## PROBLEM
Each record is to be copied exactly as written.

[Opening DATA TO EXAMINE section]

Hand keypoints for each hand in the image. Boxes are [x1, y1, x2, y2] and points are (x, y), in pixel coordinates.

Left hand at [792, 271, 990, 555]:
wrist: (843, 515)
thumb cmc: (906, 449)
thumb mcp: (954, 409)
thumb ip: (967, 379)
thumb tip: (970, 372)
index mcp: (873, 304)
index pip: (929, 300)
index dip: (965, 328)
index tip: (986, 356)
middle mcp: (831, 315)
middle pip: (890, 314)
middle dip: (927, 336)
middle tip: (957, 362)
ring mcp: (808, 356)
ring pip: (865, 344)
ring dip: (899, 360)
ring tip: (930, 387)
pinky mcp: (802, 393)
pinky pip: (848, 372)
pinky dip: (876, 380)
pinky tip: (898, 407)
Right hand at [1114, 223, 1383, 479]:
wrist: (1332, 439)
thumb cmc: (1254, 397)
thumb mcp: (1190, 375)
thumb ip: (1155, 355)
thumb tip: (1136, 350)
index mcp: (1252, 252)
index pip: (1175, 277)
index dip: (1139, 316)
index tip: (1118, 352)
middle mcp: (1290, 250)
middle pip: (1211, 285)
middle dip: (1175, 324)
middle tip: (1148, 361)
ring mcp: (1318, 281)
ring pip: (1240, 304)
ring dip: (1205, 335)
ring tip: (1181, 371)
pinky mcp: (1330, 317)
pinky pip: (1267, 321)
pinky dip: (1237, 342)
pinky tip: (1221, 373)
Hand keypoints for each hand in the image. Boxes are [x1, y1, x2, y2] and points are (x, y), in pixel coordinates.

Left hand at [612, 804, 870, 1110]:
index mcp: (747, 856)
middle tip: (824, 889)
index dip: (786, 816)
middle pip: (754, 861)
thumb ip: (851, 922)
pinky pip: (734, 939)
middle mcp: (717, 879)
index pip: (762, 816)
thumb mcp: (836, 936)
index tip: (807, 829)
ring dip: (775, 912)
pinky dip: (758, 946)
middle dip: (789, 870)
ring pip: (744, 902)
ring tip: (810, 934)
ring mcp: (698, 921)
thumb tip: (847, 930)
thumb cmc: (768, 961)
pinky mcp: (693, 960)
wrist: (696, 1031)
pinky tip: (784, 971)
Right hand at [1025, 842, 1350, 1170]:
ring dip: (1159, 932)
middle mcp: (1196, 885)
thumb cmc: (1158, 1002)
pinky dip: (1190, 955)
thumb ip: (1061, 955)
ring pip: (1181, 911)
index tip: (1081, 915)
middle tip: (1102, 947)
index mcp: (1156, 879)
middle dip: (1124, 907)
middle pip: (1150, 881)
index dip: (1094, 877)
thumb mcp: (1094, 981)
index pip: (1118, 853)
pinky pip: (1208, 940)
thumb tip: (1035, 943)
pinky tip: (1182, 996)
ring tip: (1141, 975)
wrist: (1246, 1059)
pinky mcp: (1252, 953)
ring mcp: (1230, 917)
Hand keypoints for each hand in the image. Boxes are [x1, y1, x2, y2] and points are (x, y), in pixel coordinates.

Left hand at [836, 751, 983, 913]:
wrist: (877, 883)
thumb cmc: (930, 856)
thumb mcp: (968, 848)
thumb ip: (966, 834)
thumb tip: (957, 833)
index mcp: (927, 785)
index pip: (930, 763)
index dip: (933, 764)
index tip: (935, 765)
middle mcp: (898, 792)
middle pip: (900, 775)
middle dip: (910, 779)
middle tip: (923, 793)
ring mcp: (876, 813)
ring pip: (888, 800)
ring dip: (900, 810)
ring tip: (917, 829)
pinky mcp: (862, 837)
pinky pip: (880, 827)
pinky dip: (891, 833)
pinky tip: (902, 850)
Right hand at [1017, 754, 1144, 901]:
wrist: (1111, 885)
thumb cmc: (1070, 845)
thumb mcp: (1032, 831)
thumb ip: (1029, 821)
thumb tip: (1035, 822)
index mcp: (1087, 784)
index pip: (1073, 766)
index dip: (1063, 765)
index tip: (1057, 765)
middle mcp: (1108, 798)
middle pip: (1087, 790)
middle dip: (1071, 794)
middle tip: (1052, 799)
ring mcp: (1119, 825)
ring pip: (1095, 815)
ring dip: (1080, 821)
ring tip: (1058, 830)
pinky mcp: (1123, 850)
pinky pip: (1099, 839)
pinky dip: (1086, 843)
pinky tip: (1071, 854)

[Closing DATA TO EXAMINE section]

## ANSWER BOX
Hand keypoints for each hand in the image. Boxes are [x1, y1, x2, y2] and points are (x, y), in pixel coordinates.

Left hand at [792, 271, 990, 555]:
wrist: (843, 515)
thumb cmc: (906, 449)
thumb mcp: (954, 409)
thumb ip: (967, 379)
thumb tip: (970, 372)
index mcp: (873, 304)
index pip: (929, 300)
index dip: (965, 328)
index tip: (986, 356)
middle mcp: (831, 315)
middle pip: (890, 314)
middle dip: (927, 336)
middle tip: (957, 362)
ring mcp: (808, 356)
ring pip: (865, 344)
ring dip: (899, 360)
ring tip: (930, 387)
pinky mcp: (802, 393)
pinky pip: (848, 372)
pinky dip: (876, 380)
pinky tip: (898, 407)
Right hand at [1114, 223, 1383, 479]:
wrist: (1332, 439)
thumb cmc: (1254, 397)
thumb mcp: (1190, 375)
thumb ip: (1155, 355)
thumb tip: (1136, 350)
index mcp: (1252, 252)
index pip: (1175, 277)
index dip: (1139, 316)
index tip: (1118, 352)
middle mcp: (1290, 250)
middle pip: (1211, 285)
middle dip: (1175, 324)
middle tip: (1148, 361)
ring mcp: (1318, 281)
ring pip: (1240, 304)
ring dip: (1205, 335)
ring tip: (1181, 371)
pinky mcp: (1330, 317)
pinky pip: (1267, 321)
pinky dip: (1237, 342)
pinky tip: (1221, 373)
Hand keypoints for each hand in the image. Boxes are [x1, y1, x2, y2] and points are (x, y), in pixel coordinates.

Left hand at [612, 804, 870, 1110]:
index mcp: (747, 856)
middle tip: (824, 889)
index dip: (786, 816)
middle pip: (754, 861)
thumb ip: (851, 922)
pinky pip: (734, 939)
middle mcp: (717, 879)
index pip: (762, 816)
thumb mcp: (836, 936)
index tip: (807, 829)
ring dip: (775, 912)
pinky dip: (758, 946)
middle dip: (789, 870)
ring pip: (744, 902)
ring tip: (810, 934)
ring mcp: (698, 921)
thumb tip: (847, 930)
thumb cmc: (768, 961)
pinky mcp: (693, 960)
wrist: (696, 1031)
pinky tip: (784, 971)
Right hand at [1025, 842, 1350, 1170]:
ring dip: (1159, 932)
middle mcp: (1196, 885)
thumb cmc: (1158, 1002)
pinky dip: (1190, 955)
thumb ip: (1061, 955)
ring pip: (1181, 911)
index tip: (1081, 915)
middle tip: (1102, 947)
index mcp: (1156, 879)
middle dip: (1124, 907)
middle pip: (1150, 881)
index dip: (1094, 877)
thumb mcp: (1094, 981)
index pip: (1118, 853)
pinky pip: (1208, 940)
thumb tip: (1035, 943)
pinky tip: (1182, 996)
ring tip: (1141, 975)
wrist: (1246, 1059)
pinky mcp: (1252, 953)
ring mcp: (1230, 917)
Hand keypoints for each hand in the image. Boxes are [x1, y1, x2, y2] and points are (x, y), in pixel coordinates.

Left hand at [836, 751, 983, 913]:
wrist: (877, 883)
thumb cmc: (930, 856)
thumb mcp: (968, 848)
thumb ip: (966, 834)
thumb tip: (957, 833)
index mcp: (927, 785)
index pip: (930, 763)
index dip: (933, 764)
index tip: (935, 765)
middle mcp: (898, 792)
middle pip: (900, 775)
middle dip: (910, 779)
middle tip: (923, 793)
ring mcp: (876, 813)
ring pip: (888, 800)
ring dip: (900, 810)
ring tip: (917, 829)
pinky mcp: (862, 837)
pinky pip: (880, 827)
pinky dip: (891, 833)
pinky tip: (902, 850)
Right hand at [1017, 754, 1144, 901]:
wrist: (1111, 885)
thumb cmc: (1070, 845)
thumb mcp: (1032, 831)
thumb ip: (1029, 821)
thumb tip: (1035, 822)
index mcp: (1087, 784)
index pip: (1073, 766)
index dip: (1063, 765)
index tip: (1057, 765)
middle mcp: (1108, 798)
middle pip: (1087, 790)
middle dip: (1071, 794)
middle tip: (1052, 799)
ring mcp: (1119, 825)
ring pip: (1095, 815)
ring dip: (1080, 821)
ring tip: (1058, 830)
pinky mcp: (1123, 850)
pinky pip: (1099, 839)
pinky dip: (1086, 843)
pinky tip: (1071, 854)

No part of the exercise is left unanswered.